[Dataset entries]
..........

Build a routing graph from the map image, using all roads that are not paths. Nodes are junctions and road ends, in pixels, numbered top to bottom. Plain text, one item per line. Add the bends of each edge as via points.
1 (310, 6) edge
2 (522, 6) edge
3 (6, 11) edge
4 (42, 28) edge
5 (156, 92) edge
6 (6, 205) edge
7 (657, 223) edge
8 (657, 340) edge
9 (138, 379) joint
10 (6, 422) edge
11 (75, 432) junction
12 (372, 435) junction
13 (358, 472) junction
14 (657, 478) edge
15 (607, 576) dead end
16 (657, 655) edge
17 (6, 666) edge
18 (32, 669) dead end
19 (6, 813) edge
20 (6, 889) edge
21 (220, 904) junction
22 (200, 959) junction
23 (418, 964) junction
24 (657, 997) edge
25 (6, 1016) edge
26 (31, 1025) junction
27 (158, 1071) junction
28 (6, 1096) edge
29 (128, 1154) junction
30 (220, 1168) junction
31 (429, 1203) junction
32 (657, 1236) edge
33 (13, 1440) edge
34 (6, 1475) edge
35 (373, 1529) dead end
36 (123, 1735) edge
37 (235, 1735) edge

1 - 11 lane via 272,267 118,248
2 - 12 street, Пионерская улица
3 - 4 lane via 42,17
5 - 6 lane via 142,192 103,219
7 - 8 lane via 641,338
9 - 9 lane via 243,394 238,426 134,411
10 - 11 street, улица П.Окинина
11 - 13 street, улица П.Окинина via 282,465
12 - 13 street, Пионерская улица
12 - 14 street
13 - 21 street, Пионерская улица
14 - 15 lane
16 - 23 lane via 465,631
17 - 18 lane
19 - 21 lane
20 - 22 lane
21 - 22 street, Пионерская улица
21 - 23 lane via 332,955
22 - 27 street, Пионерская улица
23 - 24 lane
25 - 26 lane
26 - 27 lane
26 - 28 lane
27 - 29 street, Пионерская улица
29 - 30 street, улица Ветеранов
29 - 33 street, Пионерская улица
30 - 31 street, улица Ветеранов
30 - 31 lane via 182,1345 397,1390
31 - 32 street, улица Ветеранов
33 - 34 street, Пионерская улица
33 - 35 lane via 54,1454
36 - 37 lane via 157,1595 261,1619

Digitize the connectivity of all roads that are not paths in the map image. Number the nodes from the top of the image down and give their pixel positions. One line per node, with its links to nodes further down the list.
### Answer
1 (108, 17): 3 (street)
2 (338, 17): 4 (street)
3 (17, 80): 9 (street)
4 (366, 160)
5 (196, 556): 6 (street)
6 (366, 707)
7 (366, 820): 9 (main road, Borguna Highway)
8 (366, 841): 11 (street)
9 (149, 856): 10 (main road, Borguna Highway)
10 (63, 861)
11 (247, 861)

..........

▸ **AIM OF THE TASK**
Please repeat the data above verbatim, all of it.

▸ **RESPONSE**
Build a routing graph from the map image, using all roads that are not paths. Nodes are junctions and road ends, in pixels, numbered top to bottom. Plain text, one item per line. Add the bends of each edge as via points.
1 (310, 6) edge
2 (522, 6) edge
3 (6, 11) edge
4 (42, 28) edge
5 (156, 92) edge
6 (6, 205) edge
7 (657, 223) edge
8 (657, 340) edge
9 (138, 379) joint
10 (6, 422) edge
11 (75, 432) junction
12 (372, 435) junction
13 (358, 472) junction
14 (657, 478) edge
15 (607, 576) dead end
16 (657, 655) edge
17 (6, 666) edge
18 (32, 669) dead end
19 (6, 813) edge
20 (6, 889) edge
21 (220, 904) junction
22 (200, 959) junction
23 (418, 964) junction
24 (657, 997) edge
25 (6, 1016) edge
26 (31, 1025) junction
27 (158, 1071) junction
28 (6, 1096) edge
29 (128, 1154) junction
30 (220, 1168) junction
31 (429, 1203) junction
32 (657, 1236) edge
33 (13, 1440) edge
34 (6, 1475) edge
35 (373, 1529) dead end
36 (123, 1735) edge
37 (235, 1735) edge

1 - 11 lane via 272,267 118,248
2 - 12 street, Пионерская улица
3 - 4 lane via 42,17
5 - 6 lane via 142,192 103,219
7 - 8 lane via 641,338
9 - 9 lane via 243,394 238,426 134,411
10 - 11 street, улица П.Окинина
11 - 13 street, улица П.Окинина via 282,465
12 - 13 street, Пионерская улица
12 - 14 street
13 - 21 street, Пионерская улица
14 - 15 lane
16 - 23 lane via 465,631
17 - 18 lane
19 - 21 lane
20 - 22 lane
21 - 22 street, Пионерская улица
21 - 23 lane via 332,955
22 - 27 street, Пионерская улица
23 - 24 lane
25 - 26 lane
26 - 27 lane
26 - 28 lane
27 - 29 street, Пионерская улица
29 - 30 street, улица Ветеранов
29 - 33 street, Пионерская улица
30 - 31 street, улица Ветеранов
30 - 31 lane via 182,1345 397,1390
31 - 32 street, улица Ветеранов
33 - 34 street, Пионерская улица
33 - 35 lane via 54,1454
36 - 37 lane via 157,1595 261,1619

Digitize the connectivity of all roads that are not paths in the map image. Number the nodes from the top of the image down and give their pixel positions. One line per node, with its links to nodes further down the list.
### Answer
1 (108, 17): 3 (street)
2 (338, 17): 4 (street)
3 (17, 80): 9 (street)
4 (366, 160)
5 (196, 556): 6 (street)
6 (366, 707)
7 (366, 820): 9 (main road, Borguna Highway)
8 (366, 841): 11 (street)
9 (149, 856): 10 (main road, Borguna Highway)
10 (63, 861)
11 (247, 861)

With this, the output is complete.